Istanbul Flüchtlings-Deal mit der Türkei steht auf wackeligen Beinen

Istanbul · Gut zehn Tage nach der Brüsseler Einigung zwischen EU und Türkei zur Senkung der Flüchtlingszahlen meldet die Uno einen deutlichen Rückgang von ankommenden Migranten in Griechenland. Funktioniert der Plan also? Die Zahlen sind nicht alles: Kernbereiche der Vereinbarung - die Rückführung von Menschen aus Griechenland in die Türkei und die legale Aufnahme von Flüchtlingen aus der Türkei durch die EU - stehen bisher nur auf dem Papier. Die Abmachung markiert nicht den Anfang vom Ende der Flüchtlingskrise, sondern lediglich das Ende vom Anfang des Versuchs, das Problem in den Griff zu bekommen.

Die Idee, die ungesteuerte und illegale Migration über die Ägäis durch die legale Übernahme einer begrenzten Zahl von Flüchtlingen aus der Türkei zu ersetzen, soll diesen Widerspruch auflösen. Allerdings bringt diese Lösung etwas mit sich, was vielleicht nicht alle EU-Politiker bedacht haben. Der Deal gibt der EU auch Verantwortung für das, was in der Türkei geschieht. Beispiel Afghanistan: Jeder vierte Flüchtling, der in Griechenland ankommt, stammt aus dem Krisenland. Nach der Rückführung aus Griechenland will die Türkei die Afghanen in ihre Heimat abschieben; laut Amnesty International hat Ankara schon damit begonnen, ohne dass die Betroffenen die Chance auf einen Asylantrag gehabt hätten. In der Logik von Brüssel kann die EU nicht sagen, dieses Vorgehen gehe sie nichts an. Durch die enge Verquickung der europäischen und der türkischen Rollen in der Flüchtlingsfrage ist die EU auch hier mit im Spiel. Europa hat sich auch für die menschenwürdige Unterbringung der Griechenland-Rückkehrer in der Türkei zu interessieren. Schon jetzt beherbergt das Land 2,75 Millionen Syrer sowie 300.000 Iraker, Afghanen und andere Flüchtlinge. Wie Ankara ab Anfang April auch noch Rückkehrer aus Griechenland unterbringen soll, weiß niemand. Wann die zugesagte Milliardenhilfe der EU anläuft, ist ebenfalls unklar. Dasselbe gilt für die Aufnahme von Syrern aus türkischen Camps durch die EU. Die türkische Regierung ist besorgt, dass sich die Europäer die Jungen und Gebildeten herauspicken werden. Doch vorerst streitet die EU noch darum, wie die Menschen auf das EU-Gebiet verteilt werden sollen.

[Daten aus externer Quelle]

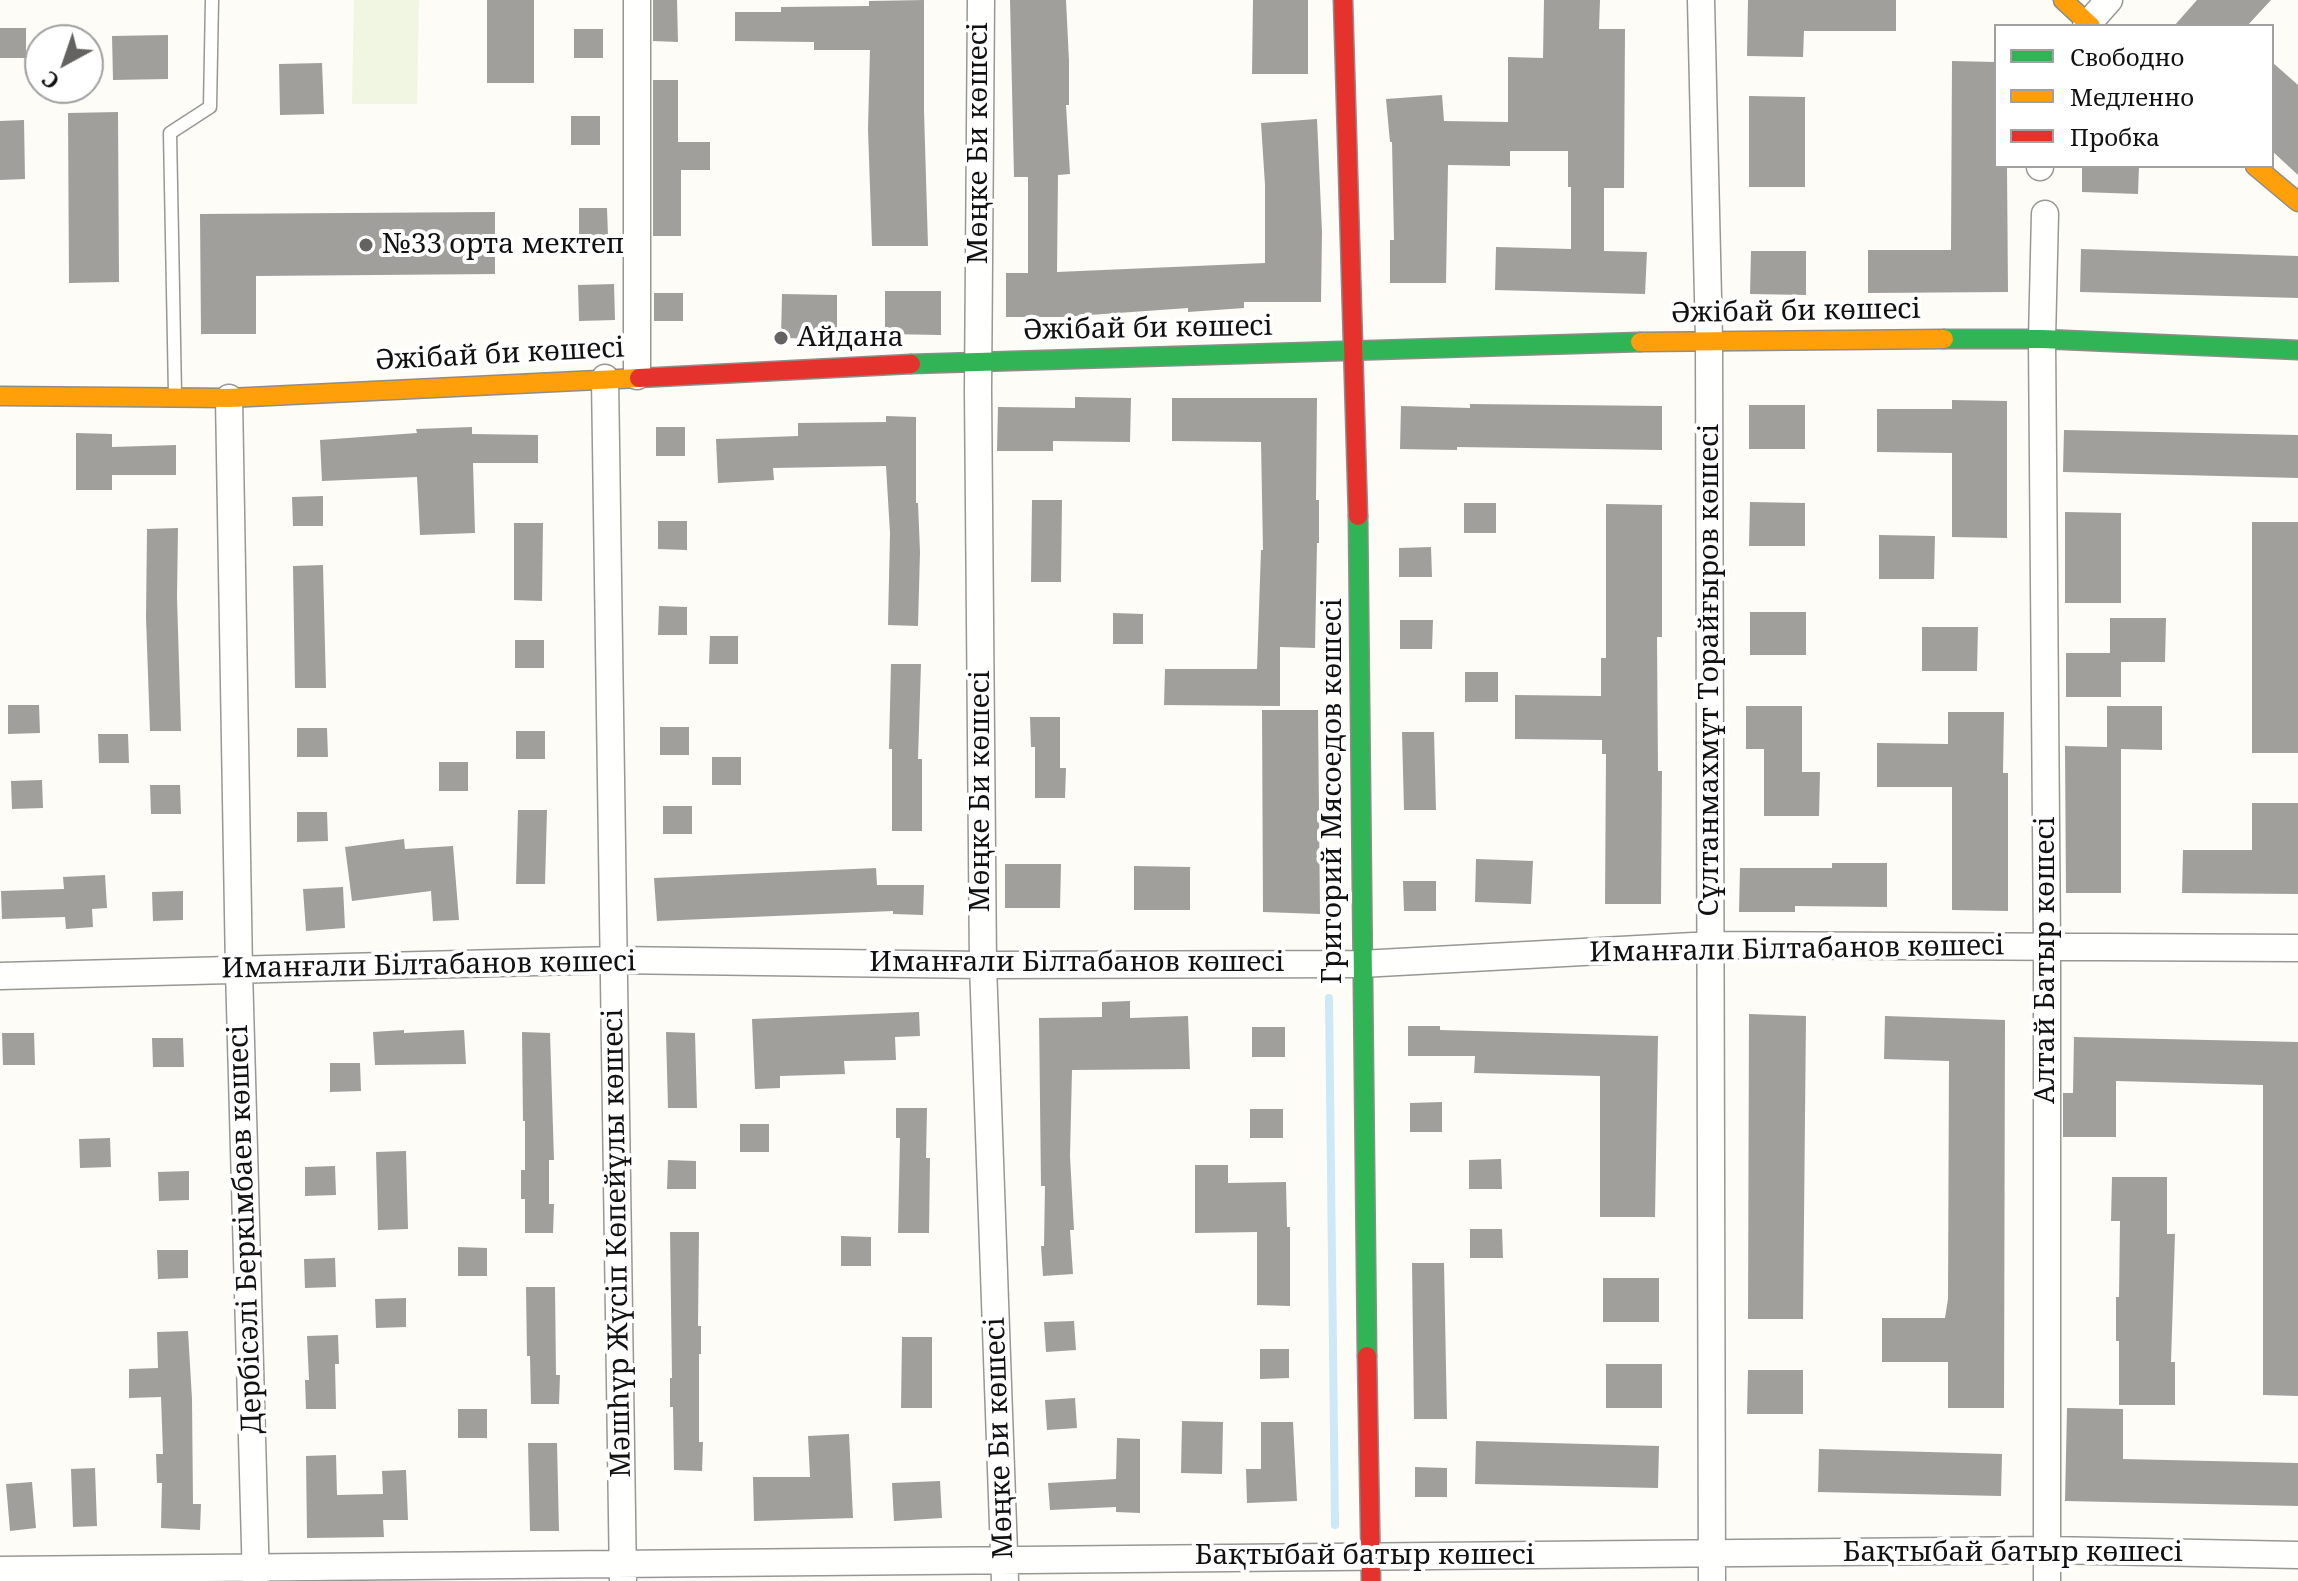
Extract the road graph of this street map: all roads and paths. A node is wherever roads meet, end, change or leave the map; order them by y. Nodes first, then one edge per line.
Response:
1 (212, 0) edge
2 (637, 0) edge
3 (981, 0) edge
4 (1343, 0) edge
5 (1701, 0) edge
6 (2063, 0) edge
7 (2109, 0) edge
8 (2087, 24) edge
9 (2089, 24) edge
10 (2257, 168) edge
11 (2298, 202) edge
12 (2045, 214) dead end
13 (2042, 339) junction
14 (1709, 340) junction
15 (2298, 350) edge
16 (1353, 352) junction
17 (978, 361) junction
18 (637, 376) junction
19 (605, 378) junction
20 (0, 396) edge
21 (175, 397) junction
22 (229, 398) junction
23 (1712, 945) junction
24 (2047, 948) junction
25 (2298, 948) edge
26 (614, 960) junction
27 (1361, 964) junction
28 (983, 965) junction
29 (239, 970) junction
30 (0, 976) edge
31 (2048, 1550) junction
32 (1712, 1554) junction
33 (2298, 1555) edge
34 (1371, 1568) edge
35 (0, 1570) edge
36 (1005, 1570) edge
37 (623, 1572) edge
38 (256, 1574) edge
39 (1712, 1581) edge
40 (2047, 1581) edge

1 - 21 lane
2 - 18 street
3 - 17 street, Мөңке Би көшесі
4 - 16 street, Григорий Мясоедов көшесі
5 - 14 street, Сұлтанмахмұт Торайғыров көшесі
6 - 8 street
7 - 9 street
10 - 11 street
12 - 13 street, Алтай Батыр көшесі
13 - 14 street, Әжібай би көшесі
13 - 15 street, Әжібай би көшесі
13 - 24 street, Алтай Батыр көшесі
14 - 16 street, Әжібай би көшесі
14 - 23 street, Сұлтанмахмұт Торайғыров көшесі
16 - 17 street, Әжібай би көшесі
16 - 27 street, Григорий Мясоедов көшесі
17 - 18 street, Әжібай би көшесі
17 - 28 street, Мөңке Би көшесі
18 - 19 street, Әжібай би көшесі
19 - 22 street, Әжібай би көшесі
19 - 26 street, Мәшһүр Жүсіп Көпейұлы көшесі
20 - 21 street, Әжібай би көшесі
21 - 22 street, Әжібай би көшесі
22 - 29 street, Дербісәлі Беркімбаев көшесі
23 - 24 street, Иманғали Білтабанов көшесі
23 - 27 street, Иманғали Білтабанов көшесі
23 - 32 street, Сұлтанмахмұт Торайғыров көшесі
24 - 25 street, Иманғали Білтабанов көшесі
24 - 31 street, Алтай Батыр көшесі
26 - 28 street, Иманғали Білтабанов көшесі
26 - 29 street, Иманғали Білтабанов көшесі
26 - 37 street, Мәшһүр Жүсіп Көпейұлы көшесі
27 - 28 street, Иманғали Білтабанов көшесі
27 - 34 street, Григорий Мясоедов көшесі
28 - 36 street, Мөңке Би көшесі
29 - 30 street, Иманғали Білтабанов көшесі
29 - 38 street, Дербісәлі Беркімбаев көшесі
31 - 32 street, Бақтыбай батыр көшесі
31 - 33 street, Бақтыбай батыр көшесі
31 - 40 street, Алтай Батыр көшесі
32 - 34 street, Бақтыбай батыр көшесі
32 - 39 street, Сұлтанмахмұт Торайғыров көшесі
34 - 36 street, Бақтыбай батыр көшесі
35 - 38 street, Бақтыбай батыр көшесі
36 - 37 street, Бақтыбай батыр көшесі
37 - 38 street, Бақтыбай батыр көшесі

Ohnehin könnte es sein, dass der Deal schon bald komplett kollabiert. Schon jetzt droht die türkische Regierung offen mit der Aufkündigung der Vereinbarung, falls sie nicht bekommt, was sie mehr will als alles andere: die - in der EU höchst umstrittene - Aufhebung des Visazwangs für Türken in Europa ab Juni. Zurücklehnen ist für die Europäische Union also keine Option. Die Arbeit an einer menschenwürdigen Lösung hat gerade erst begonnen.